_TASK DESCRIPTION_
In the listing below, please print the line that contains "Build a routing" and every line that follows it, exactly.

_SUPPLIED INFORMATION_
-- Opening Marker --
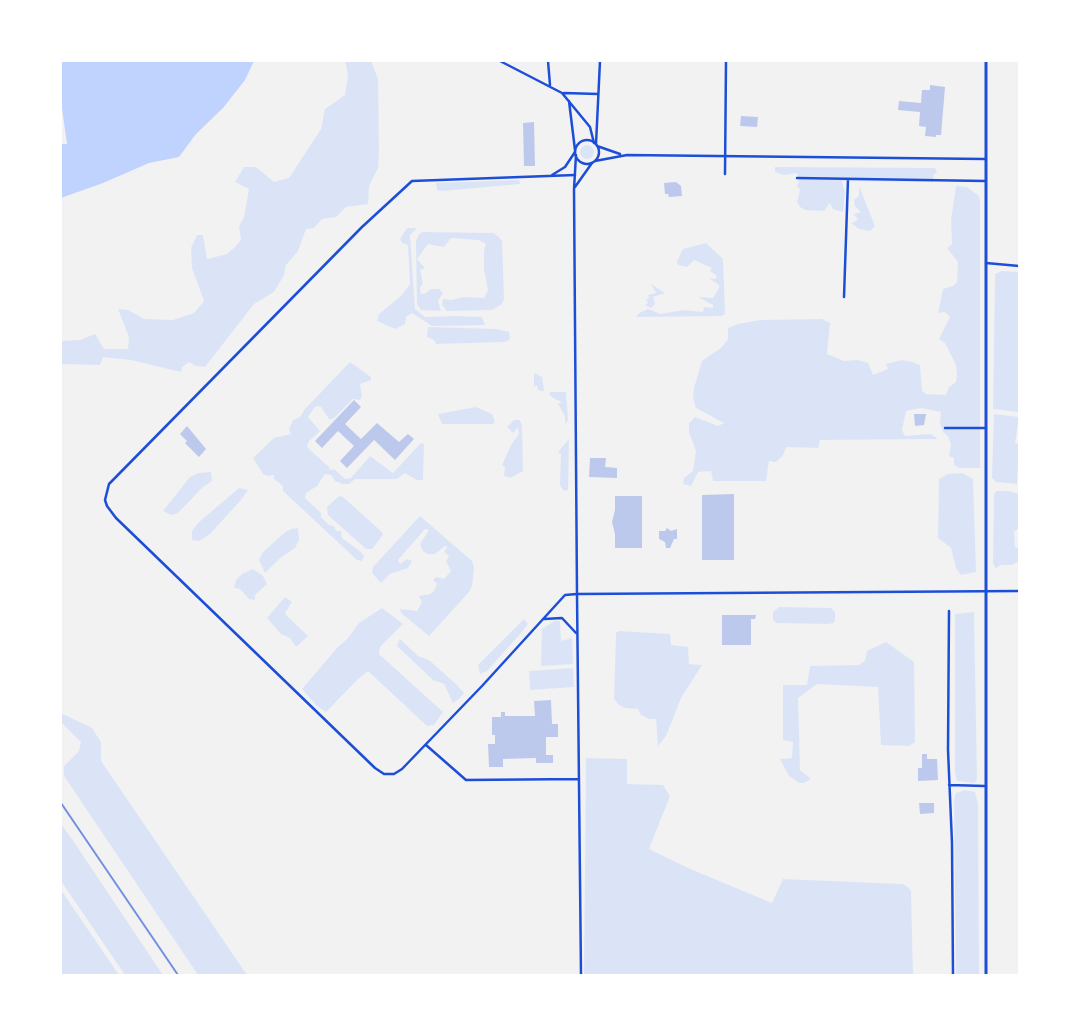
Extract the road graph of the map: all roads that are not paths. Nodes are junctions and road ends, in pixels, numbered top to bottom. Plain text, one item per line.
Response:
1 (500, 61) edge
2 (548, 61) edge
3 (600, 61) edge
4 (726, 61) edge
5 (986, 61) edge
6 (550, 85) junction
7 (562, 93) junction
8 (598, 94) junction
9 (565, 96) junction
10 (596, 144) junction
11 (575, 153) junction
12 (627, 155) junction
13 (725, 156) junction
14 (985, 159) junction
15 (594, 162) junction
16 (725, 174) dead end
17 (548, 176) junction
18 (575, 176) junction
19 (797, 178) dead end
20 (848, 179) junction
21 (985, 181) junction
22 (574, 189) junction
23 (986, 262) junction
24 (1019, 266) edge
25 (844, 297) dead end
26 (945, 428) dead end
27 (985, 428) junction
28 (985, 591) junction
29 (1019, 592) edge
30 (577, 594) junction
31 (949, 611) dead end
32 (543, 620) junction
33 (577, 634) junction
34 (426, 745) junction
35 (579, 779) junction
36 (949, 785) junction
37 (985, 786) junction
38 (580, 975) edge
39 (953, 975) edge
40 (986, 975) edge

1 - 6 street
2 - 6 street
3 - 8 street
4 - 13 street
5 - 14 main road
6 - 7 street
7 - 8 street
7 - 9 street
8 - 10 street
9 - 10 street
9 - 11 street
10 - 11 street
10 - 12 street
10 - 15 street
11 - 15 street
11 - 17 street
11 - 18 street
12 - 13 street
12 - 15 street
13 - 14 street
13 - 16 street
14 - 21 main road
15 - 22 street
17 - 18 street
17 - 34 street
18 - 22 street
19 - 20 street
20 - 21 street
20 - 25 street
21 - 23 main road
22 - 30 street
23 - 24 street
23 - 27 main road
26 - 27 street
27 - 28 main road
28 - 29 street
28 - 30 street
28 - 37 main road
30 - 32 street
30 - 33 street
31 - 36 street
32 - 33 street
32 - 34 street
33 - 35 street
34 - 35 street
35 - 38 street
36 - 37 street
36 - 39 street
37 - 40 main road

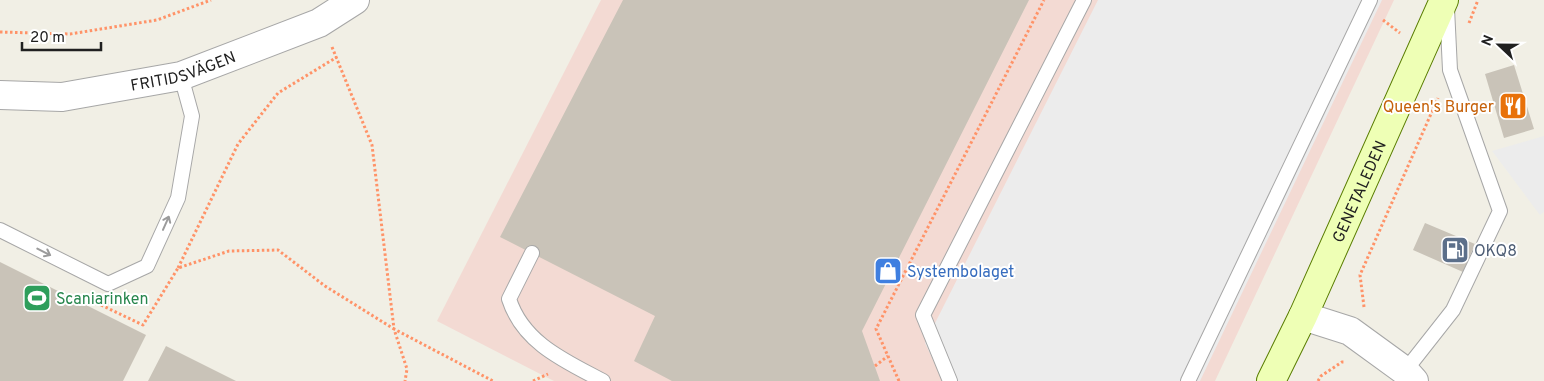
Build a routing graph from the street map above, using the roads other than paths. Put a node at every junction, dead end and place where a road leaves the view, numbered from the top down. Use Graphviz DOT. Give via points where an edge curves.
graph roads {
  1 [pos="355,0"];
  2 [pos="1084,0"];
  3 [pos="1445,0"];
  4 [pos="1368,4"];
  5 [pos="181,76"];
  6 [pos="0,95"];
  7 [pos="0,230"];
  8 [pos="532,253"];
  9 [pos="1304,316"];
  10 [pos="1410,376"];
  11 [pos="603,381"];
  12 [pos="950,381"];
  13 [pos="1188,381"];
  14 [pos="1271,381"];
  1 -- 5 [label="street, FRITIDSVÄGEN" via="319,23"];
  2 -- 12 [label="lane" via="923,314"];
  3 -- 9 [label="main road, GENETALEDEN"];
  3 -- 10 [label="lane" via="1450,70 1500,211 1453,310"];
  4 -- 13 [label="lane"];
  5 -- 6 [label="street, FRITIDSVÄGEN" via="62,97"];
  7 -- 5 [label="lane, one-way" via="108,284 147,266 178,198 192,116"];
  8 -- 11 [label="lane" via="509,299 512,310 528,334 556,357"];
  9 -- 10 [label="street" via="1350,332"];
  9 -- 14 [label="main road, GENETALEDEN"];
}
-- Closing Marker --
_SOLUTION TO THIS TASK_
Build a routing graph from the street map above, using the roads other than paths. Put a node at every junction, dead end and place where a road leaves the view, numbered from the top down. Use Graphviz DOT. Give via points where an edge curves.
graph roads {
  1 [pos="355,0"];
  2 [pos="1084,0"];
  3 [pos="1445,0"];
  4 [pos="1368,4"];
  5 [pos="181,76"];
  6 [pos="0,95"];
  7 [pos="0,230"];
  8 [pos="532,253"];
  9 [pos="1304,316"];
  10 [pos="1410,376"];
  11 [pos="603,381"];
  12 [pos="950,381"];
  13 [pos="1188,381"];
  14 [pos="1271,381"];
  1 -- 5 [label="street, FRITIDSVÄGEN" via="319,23"];
  2 -- 12 [label="lane" via="923,314"];
  3 -- 9 [label="main road, GENETALEDEN"];
  3 -- 10 [label="lane" via="1450,70 1500,211 1453,310"];
  4 -- 13 [label="lane"];
  5 -- 6 [label="street, FRITIDSVÄGEN" via="62,97"];
  7 -- 5 [label="lane, one-way" via="108,284 147,266 178,198 192,116"];
  8 -- 11 [label="lane" via="509,299 512,310 528,334 556,357"];
  9 -- 10 [label="street" via="1350,332"];
  9 -- 14 [label="main road, GENETALEDEN"];
}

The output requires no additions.